* [Work item]:
Retype exactly every line from the one that includes "middle pip: (200, 108)" through the final line of the listing, both ends kept, and omit the pictures.
▬▬▬▬▬▬
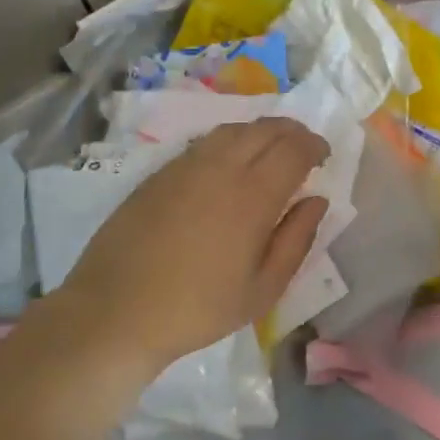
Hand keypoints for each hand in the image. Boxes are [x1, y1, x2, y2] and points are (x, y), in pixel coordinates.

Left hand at [63, 117, 329, 371]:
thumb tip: (317, 201)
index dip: (314, 145)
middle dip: (293, 132)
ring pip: (234, 129)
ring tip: (271, 149)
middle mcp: (222, 168)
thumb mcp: (262, 290)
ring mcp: (187, 165)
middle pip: (266, 129)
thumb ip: (296, 240)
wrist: (116, 310)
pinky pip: (206, 141)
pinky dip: (231, 140)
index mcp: (253, 196)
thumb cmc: (198, 308)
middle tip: (304, 148)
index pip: (294, 149)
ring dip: (261, 131)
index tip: (323, 156)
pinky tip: (231, 160)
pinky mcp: (162, 171)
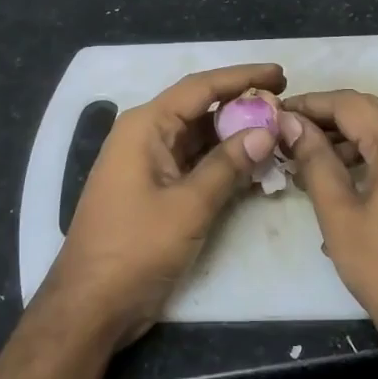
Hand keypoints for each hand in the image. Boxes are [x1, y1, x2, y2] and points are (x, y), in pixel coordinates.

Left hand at [48, 63, 285, 348]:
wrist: (92, 304)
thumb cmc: (135, 248)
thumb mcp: (188, 206)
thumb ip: (228, 165)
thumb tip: (266, 131)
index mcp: (145, 126)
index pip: (200, 87)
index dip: (242, 77)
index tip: (280, 74)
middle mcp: (145, 135)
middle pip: (200, 108)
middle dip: (242, 104)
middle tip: (285, 104)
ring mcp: (149, 163)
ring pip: (199, 136)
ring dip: (235, 134)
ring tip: (278, 130)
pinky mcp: (155, 189)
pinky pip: (194, 162)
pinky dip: (223, 161)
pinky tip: (255, 164)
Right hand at [285, 90, 377, 378]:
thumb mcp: (339, 214)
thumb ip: (314, 160)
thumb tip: (291, 123)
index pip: (350, 104)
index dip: (310, 104)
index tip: (276, 112)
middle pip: (372, 112)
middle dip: (328, 119)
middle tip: (288, 134)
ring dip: (350, 139)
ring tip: (308, 161)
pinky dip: (374, 155)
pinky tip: (343, 177)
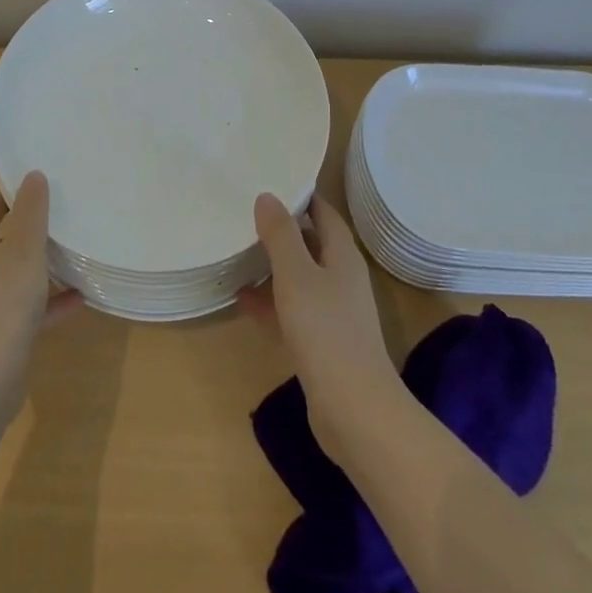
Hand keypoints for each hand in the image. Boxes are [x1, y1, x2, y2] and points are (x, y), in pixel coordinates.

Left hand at [0, 172, 80, 403]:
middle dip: (31, 231)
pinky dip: (47, 301)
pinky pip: (23, 307)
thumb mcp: (24, 251)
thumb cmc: (1, 304)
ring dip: (41, 267)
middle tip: (63, 216)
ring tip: (74, 254)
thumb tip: (34, 175)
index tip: (44, 188)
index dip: (13, 196)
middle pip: (0, 241)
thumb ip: (32, 212)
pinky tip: (78, 298)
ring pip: (13, 275)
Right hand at [241, 193, 398, 451]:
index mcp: (343, 255)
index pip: (322, 212)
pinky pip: (292, 309)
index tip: (268, 181)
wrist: (355, 411)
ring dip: (272, 266)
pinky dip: (270, 301)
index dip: (299, 196)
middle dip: (280, 230)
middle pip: (310, 243)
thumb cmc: (326, 332)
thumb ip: (281, 235)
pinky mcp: (322, 342)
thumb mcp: (296, 276)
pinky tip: (241, 299)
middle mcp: (341, 278)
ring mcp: (333, 312)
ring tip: (236, 251)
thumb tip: (267, 196)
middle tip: (244, 213)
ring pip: (299, 277)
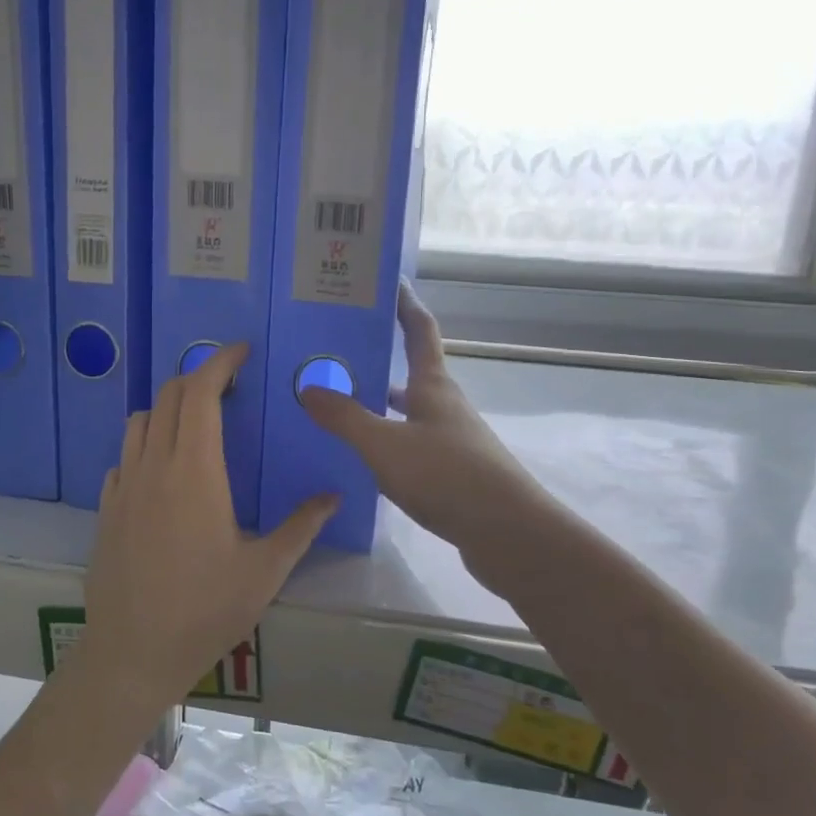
▬▬▬▬▬▬
* [Task response]:
middle pip: (200, 108)
middle dip: (242, 104)
middle tip: (285, 104)
ring mcp: (149, 163)
ring pip: (199, 136)
ring dip: (235, 134)
ring tip: (278, 130)
pinky mcp: (155, 189)
pinky pip: (194, 162)
pinky dip: (223, 161)
pinky tip: (255, 164)
Right hand at [285, 90, 377, 378]:
thumb mcp: (339, 214)
thumb ip: (314, 160)
thumb tip: (291, 123)
index pip: (350, 104)
index dip: (310, 104)
index tip: (276, 112)
middle pip: (372, 112)
middle dip: (328, 119)
middle tip: (288, 134)
ring dip: (350, 139)
ring tip: (308, 161)
pinky dip: (374, 155)
pinky tip: (343, 177)
Hand keypoints for each hand in the image. Boxes are [x1, y1, x2, y2] and points are (x, y), in pixel coordinates.

Left hand at [0, 172, 80, 403]:
middle dip: (31, 231)
pinky dip: (47, 301)
pinky pip: (23, 307)
thumb mcp: (24, 251)
thumb cmc: (1, 304)
ring dip: (41, 267)
middle tip: (63, 216)
ring tip: (74, 254)
thumb tip: (34, 175)
index tip: (44, 188)
index dip: (13, 196)
middle pip: (0, 241)
thumb ip: (32, 212)
pinky tip: (78, 298)
ring pip: (13, 275)
Right hand at [241, 193, 398, 451]:
index mcp: (343, 255)
index pip: (322, 212)
pinky pip: (292, 309)
index tip: (268, 181)
wrist: (355, 411)
ring dip: (272, 266)
pinky dip: (270, 301)
index dip: (299, 196)
middle dip: (280, 230)
middle pip: (310, 243)
thumb cmc: (326, 332)
thumb ip: (281, 235)
pinky mcp: (322, 342)
thumb mcp: (296, 276)
pinky tip: (241, 299)
middle mcp: (341, 278)
ring mcp: (333, 312)
ring tip: (236, 251)
thumb tip: (267, 196)
middle tip: (244, 213)
ring pip: (299, 277)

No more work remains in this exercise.